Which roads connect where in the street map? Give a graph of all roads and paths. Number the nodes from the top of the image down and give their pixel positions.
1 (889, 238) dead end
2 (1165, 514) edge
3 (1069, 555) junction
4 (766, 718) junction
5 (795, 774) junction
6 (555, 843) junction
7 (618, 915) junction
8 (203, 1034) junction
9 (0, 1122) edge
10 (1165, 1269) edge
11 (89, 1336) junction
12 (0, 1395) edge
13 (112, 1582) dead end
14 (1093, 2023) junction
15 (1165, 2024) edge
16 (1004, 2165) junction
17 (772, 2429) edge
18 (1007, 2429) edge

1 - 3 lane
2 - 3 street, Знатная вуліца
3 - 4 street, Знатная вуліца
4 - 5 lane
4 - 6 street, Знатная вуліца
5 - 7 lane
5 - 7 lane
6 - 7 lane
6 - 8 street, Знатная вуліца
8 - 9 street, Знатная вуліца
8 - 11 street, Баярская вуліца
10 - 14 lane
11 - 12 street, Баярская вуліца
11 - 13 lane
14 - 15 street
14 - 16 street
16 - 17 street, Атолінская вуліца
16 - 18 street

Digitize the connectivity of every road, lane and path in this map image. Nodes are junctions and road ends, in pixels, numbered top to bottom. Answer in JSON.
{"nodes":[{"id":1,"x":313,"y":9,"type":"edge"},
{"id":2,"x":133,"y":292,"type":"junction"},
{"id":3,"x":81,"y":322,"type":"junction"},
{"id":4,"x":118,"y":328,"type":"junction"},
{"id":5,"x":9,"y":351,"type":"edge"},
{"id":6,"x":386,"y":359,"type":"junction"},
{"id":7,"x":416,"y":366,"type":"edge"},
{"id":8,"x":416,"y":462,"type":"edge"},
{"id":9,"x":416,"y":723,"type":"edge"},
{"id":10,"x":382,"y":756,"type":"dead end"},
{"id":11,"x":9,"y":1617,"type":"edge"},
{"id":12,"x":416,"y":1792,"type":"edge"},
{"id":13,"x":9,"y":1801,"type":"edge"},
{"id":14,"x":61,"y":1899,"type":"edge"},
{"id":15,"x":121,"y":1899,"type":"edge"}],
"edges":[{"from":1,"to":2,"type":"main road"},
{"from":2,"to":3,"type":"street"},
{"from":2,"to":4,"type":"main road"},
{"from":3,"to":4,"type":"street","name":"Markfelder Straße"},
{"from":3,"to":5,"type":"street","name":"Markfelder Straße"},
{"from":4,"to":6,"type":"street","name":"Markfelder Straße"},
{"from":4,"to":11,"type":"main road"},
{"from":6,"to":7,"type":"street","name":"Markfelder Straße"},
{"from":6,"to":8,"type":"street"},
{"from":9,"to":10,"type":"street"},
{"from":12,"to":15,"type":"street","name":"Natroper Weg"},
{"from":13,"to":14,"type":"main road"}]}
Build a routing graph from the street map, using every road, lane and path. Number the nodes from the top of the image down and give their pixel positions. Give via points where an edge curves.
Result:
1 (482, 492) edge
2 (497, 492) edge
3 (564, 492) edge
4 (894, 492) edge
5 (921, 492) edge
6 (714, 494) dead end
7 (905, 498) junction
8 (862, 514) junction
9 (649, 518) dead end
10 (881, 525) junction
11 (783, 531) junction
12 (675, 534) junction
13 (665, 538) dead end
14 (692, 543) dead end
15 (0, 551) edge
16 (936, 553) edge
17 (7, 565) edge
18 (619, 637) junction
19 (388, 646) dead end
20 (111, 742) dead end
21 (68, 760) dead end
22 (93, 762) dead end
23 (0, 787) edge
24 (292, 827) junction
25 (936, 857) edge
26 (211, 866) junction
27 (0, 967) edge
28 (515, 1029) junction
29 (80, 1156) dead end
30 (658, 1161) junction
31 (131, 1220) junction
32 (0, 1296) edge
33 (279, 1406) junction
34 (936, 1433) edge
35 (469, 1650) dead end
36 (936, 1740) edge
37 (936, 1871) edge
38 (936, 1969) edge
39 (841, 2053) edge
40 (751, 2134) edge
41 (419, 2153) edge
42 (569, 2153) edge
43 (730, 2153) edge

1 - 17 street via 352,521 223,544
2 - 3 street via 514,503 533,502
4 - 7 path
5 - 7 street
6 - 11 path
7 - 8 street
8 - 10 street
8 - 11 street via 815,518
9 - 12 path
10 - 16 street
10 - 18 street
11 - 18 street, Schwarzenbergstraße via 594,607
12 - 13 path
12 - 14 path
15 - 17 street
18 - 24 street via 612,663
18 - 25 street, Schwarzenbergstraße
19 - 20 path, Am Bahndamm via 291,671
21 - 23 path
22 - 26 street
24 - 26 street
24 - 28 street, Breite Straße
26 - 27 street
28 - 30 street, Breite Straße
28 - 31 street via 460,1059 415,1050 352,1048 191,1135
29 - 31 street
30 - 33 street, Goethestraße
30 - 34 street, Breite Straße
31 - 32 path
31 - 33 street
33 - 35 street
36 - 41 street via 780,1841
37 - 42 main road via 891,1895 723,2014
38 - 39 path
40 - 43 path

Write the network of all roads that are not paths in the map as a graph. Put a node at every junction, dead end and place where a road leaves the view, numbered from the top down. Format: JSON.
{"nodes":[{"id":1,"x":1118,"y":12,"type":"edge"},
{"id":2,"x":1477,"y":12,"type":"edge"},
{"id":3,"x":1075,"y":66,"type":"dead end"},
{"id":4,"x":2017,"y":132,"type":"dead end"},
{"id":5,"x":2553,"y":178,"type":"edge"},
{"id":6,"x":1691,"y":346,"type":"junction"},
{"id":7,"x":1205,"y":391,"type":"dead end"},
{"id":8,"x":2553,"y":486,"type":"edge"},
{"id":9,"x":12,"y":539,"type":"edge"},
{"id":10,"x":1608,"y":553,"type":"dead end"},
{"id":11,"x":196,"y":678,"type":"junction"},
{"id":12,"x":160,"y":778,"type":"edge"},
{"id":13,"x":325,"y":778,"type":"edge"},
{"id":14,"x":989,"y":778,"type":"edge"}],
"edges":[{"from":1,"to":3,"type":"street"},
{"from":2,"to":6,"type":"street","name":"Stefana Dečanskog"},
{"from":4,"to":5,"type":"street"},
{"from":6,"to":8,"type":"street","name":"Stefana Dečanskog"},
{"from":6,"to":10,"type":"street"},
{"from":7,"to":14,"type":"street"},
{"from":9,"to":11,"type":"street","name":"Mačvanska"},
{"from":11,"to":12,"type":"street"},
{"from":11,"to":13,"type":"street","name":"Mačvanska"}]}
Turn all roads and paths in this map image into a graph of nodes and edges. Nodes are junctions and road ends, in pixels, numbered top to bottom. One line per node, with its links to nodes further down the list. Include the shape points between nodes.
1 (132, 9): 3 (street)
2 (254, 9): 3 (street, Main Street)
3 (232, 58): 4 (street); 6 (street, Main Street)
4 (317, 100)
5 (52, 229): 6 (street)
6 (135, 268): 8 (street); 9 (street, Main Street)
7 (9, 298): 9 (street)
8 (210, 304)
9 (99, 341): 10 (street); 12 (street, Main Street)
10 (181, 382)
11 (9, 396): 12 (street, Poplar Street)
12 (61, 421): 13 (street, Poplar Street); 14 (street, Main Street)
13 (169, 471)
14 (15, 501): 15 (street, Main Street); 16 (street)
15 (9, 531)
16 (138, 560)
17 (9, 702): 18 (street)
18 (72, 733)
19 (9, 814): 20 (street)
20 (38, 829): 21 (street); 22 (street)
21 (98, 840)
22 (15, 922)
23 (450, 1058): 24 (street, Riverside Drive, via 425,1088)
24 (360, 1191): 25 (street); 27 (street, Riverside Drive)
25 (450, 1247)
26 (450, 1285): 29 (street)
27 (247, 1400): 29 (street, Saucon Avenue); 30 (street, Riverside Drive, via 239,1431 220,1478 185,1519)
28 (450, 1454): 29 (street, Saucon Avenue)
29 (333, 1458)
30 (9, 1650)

EXERCISE DIRECTIONS —
Copy whichever lines in the listing above hold "junctions".

WRITTEN SOLUTION —
Digitize the connectivity of every road, lane and path in this map image. Nodes are junctions and road ends, in pixels, numbered top to bottom. Answer in JSON.
Turn all roads and paths in this map image into a graph of nodes and edges. Nodes are junctions and road ends, in pixels, numbered top to bottom. One line per node, with its links to nodes further down the list. Include the shape points between nodes.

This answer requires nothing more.